Stored data entries:
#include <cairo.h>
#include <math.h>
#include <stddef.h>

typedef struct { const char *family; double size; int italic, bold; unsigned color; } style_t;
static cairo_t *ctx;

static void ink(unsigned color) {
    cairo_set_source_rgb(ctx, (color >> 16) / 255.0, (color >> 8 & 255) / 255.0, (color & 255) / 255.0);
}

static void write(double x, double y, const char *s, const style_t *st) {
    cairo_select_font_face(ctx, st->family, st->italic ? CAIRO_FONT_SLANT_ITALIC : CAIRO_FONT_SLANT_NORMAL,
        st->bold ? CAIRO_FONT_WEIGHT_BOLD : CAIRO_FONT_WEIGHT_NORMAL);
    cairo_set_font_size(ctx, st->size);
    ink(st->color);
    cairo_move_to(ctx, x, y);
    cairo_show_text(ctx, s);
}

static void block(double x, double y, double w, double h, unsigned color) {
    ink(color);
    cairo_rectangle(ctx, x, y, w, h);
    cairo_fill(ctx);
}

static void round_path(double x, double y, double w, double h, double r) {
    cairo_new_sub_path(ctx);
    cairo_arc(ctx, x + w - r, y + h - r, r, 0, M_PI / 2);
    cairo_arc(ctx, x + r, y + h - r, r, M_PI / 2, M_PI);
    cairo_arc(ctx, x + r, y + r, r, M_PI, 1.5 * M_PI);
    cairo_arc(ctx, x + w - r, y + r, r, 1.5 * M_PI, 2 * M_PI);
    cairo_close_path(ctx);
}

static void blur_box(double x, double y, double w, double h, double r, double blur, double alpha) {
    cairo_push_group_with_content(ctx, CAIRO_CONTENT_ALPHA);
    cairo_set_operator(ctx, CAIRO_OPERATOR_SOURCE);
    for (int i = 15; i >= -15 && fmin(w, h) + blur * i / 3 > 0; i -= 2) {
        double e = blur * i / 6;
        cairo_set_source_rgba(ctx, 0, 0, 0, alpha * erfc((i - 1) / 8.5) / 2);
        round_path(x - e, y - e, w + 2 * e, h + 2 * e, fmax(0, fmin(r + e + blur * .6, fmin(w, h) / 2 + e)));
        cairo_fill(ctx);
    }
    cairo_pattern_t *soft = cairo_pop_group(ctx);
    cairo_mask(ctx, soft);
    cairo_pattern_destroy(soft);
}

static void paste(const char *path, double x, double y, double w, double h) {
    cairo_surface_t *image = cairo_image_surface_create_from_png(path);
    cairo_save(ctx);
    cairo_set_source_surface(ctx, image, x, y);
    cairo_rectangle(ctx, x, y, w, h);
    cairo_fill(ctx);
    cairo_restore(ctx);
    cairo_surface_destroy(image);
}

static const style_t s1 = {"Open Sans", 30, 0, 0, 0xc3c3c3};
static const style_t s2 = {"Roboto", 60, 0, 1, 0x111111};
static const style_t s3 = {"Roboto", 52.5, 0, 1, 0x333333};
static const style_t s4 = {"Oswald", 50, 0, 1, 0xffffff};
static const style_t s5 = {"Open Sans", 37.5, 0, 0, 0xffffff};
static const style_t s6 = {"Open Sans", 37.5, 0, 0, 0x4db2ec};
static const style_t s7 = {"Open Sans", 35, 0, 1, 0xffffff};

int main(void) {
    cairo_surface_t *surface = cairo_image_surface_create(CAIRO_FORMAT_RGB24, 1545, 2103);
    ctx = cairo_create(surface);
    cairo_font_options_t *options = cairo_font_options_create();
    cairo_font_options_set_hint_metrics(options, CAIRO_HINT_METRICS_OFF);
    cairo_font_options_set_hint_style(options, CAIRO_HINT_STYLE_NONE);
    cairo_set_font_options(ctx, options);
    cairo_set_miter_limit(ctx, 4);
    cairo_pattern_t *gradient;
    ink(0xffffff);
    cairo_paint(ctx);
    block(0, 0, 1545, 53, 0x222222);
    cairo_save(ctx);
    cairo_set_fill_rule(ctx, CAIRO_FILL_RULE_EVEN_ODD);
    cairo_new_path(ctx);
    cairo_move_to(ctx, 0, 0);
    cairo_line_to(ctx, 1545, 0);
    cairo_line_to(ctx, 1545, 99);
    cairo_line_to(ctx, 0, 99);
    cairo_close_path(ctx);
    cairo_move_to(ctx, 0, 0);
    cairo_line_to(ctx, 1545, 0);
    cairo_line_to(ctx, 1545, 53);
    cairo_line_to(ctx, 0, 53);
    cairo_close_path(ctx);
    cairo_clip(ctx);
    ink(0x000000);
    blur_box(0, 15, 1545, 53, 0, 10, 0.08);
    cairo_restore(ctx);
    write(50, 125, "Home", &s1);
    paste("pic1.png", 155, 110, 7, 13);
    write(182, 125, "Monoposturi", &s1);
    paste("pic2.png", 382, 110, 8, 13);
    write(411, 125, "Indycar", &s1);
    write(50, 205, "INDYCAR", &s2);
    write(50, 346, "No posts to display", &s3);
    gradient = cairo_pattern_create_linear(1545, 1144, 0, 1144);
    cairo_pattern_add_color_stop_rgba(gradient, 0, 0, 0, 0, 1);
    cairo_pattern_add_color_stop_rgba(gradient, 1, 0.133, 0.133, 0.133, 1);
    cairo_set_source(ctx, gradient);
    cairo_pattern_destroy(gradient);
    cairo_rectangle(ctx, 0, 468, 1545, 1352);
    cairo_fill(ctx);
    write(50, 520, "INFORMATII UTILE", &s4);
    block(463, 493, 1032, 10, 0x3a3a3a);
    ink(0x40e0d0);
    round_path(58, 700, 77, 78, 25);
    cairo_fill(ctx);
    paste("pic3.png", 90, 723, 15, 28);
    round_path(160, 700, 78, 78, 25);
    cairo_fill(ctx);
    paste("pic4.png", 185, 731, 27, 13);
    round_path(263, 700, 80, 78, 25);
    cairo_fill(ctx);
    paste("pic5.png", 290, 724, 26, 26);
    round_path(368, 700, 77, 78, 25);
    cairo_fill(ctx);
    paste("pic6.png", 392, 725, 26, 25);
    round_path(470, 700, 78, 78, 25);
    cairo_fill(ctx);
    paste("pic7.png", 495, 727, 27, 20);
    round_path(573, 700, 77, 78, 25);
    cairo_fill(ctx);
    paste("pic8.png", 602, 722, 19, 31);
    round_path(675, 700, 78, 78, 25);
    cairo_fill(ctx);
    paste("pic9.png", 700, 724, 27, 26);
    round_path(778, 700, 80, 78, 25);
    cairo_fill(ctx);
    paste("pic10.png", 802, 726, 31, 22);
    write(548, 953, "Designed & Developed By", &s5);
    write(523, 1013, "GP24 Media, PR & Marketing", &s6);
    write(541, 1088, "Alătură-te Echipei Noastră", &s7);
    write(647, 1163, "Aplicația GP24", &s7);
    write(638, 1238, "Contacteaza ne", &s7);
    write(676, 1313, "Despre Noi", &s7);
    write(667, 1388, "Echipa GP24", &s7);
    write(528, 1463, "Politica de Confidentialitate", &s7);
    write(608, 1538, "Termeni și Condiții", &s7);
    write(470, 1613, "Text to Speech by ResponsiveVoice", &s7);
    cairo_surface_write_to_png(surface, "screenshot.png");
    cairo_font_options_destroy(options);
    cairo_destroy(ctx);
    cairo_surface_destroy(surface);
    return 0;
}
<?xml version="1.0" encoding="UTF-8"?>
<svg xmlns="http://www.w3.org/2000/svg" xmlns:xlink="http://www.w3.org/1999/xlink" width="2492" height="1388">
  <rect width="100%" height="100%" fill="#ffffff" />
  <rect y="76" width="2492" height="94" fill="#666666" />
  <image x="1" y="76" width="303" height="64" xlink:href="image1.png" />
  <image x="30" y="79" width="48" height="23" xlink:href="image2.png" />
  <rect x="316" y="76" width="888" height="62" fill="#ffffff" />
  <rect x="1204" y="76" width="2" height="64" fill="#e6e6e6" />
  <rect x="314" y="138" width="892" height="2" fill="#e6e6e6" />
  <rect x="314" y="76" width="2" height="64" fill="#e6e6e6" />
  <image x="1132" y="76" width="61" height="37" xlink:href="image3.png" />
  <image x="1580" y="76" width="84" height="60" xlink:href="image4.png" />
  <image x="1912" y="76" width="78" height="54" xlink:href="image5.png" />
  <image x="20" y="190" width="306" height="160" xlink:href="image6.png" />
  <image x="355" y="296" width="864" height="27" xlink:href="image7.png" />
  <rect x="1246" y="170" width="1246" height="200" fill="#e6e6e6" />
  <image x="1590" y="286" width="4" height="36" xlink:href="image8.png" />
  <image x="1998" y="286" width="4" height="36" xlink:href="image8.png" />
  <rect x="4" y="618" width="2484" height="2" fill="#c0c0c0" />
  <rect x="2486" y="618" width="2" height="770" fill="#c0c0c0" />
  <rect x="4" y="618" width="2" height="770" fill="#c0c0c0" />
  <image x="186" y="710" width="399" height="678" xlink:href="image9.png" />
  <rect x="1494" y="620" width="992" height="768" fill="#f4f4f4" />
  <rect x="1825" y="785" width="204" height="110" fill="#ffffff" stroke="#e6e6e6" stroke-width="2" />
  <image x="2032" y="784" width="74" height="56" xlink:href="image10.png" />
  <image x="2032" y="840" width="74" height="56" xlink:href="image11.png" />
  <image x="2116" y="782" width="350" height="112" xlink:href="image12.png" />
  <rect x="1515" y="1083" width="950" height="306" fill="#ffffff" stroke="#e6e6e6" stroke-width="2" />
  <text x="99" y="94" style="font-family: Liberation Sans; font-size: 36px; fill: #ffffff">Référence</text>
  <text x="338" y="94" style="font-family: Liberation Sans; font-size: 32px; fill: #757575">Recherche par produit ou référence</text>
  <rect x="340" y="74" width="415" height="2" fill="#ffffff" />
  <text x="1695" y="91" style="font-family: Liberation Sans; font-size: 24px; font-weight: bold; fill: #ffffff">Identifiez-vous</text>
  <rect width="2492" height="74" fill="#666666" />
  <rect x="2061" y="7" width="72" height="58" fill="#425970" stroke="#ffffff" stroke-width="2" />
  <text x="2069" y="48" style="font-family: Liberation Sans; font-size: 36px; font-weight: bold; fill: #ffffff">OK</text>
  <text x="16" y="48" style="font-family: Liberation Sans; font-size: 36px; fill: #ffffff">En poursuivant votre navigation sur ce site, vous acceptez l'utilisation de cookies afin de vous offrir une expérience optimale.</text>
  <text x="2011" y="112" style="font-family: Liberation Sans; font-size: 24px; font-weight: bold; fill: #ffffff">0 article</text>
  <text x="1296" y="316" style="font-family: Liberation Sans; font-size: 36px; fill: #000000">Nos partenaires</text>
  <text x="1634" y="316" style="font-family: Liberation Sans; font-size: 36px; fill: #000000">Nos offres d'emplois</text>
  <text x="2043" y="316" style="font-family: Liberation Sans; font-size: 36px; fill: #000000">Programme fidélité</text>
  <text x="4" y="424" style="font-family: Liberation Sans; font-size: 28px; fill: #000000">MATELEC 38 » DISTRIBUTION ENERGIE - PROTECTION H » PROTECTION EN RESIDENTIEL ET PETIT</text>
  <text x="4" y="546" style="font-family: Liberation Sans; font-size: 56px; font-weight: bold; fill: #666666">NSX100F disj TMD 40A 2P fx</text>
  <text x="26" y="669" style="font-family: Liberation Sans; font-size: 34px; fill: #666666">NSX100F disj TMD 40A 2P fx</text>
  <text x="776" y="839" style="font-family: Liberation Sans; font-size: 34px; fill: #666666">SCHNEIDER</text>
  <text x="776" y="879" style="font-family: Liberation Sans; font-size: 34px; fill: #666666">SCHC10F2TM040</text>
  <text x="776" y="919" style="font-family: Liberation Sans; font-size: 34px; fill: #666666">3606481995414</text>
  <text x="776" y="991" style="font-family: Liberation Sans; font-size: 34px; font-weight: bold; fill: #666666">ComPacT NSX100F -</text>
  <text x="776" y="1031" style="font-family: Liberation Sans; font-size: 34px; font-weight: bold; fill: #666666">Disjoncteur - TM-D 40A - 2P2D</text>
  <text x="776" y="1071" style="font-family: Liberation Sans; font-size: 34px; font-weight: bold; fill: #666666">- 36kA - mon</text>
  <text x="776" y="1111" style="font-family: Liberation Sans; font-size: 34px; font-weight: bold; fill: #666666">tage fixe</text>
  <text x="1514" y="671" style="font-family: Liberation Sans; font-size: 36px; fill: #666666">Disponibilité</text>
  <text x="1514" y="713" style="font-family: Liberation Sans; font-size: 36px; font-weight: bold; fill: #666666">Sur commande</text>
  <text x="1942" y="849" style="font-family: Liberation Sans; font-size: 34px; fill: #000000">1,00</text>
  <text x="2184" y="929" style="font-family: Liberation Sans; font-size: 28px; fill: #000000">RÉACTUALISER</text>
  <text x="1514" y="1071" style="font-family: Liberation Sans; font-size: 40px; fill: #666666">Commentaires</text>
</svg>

WORK REQUEST >> The lines to retype run from the start of the entries through the line containing "cairo_arc(ctx, x + w - r, y + h"; reproduce them exactly and add nothing.

SOLVED PROBLEM >>
#include <cairo.h>
#include <math.h>
#include <stddef.h>

typedef struct { const char *family; double size; int italic, bold; unsigned color; } style_t;
static cairo_t *ctx;

static void ink(unsigned color) {
    cairo_set_source_rgb(ctx, (color >> 16) / 255.0, (color >> 8 & 255) / 255.0, (color & 255) / 255.0);
}

static void write(double x, double y, const char *s, const style_t *st) {
    cairo_select_font_face(ctx, st->family, st->italic ? CAIRO_FONT_SLANT_ITALIC : CAIRO_FONT_SLANT_NORMAL,
        st->bold ? CAIRO_FONT_WEIGHT_BOLD : CAIRO_FONT_WEIGHT_NORMAL);
    cairo_set_font_size(ctx, st->size);
    ink(st->color);
    cairo_move_to(ctx, x, y);
    cairo_show_text(ctx, s);
}

static void block(double x, double y, double w, double h, unsigned color) {
    ink(color);
    cairo_rectangle(ctx, x, y, w, h);
    cairo_fill(ctx);
}

static void round_path(double x, double y, double w, double h, double r) {
    cairo_new_sub_path(ctx);
    cairo_arc(ctx, x + w - r, y + h - r, r, 0, M_PI / 2);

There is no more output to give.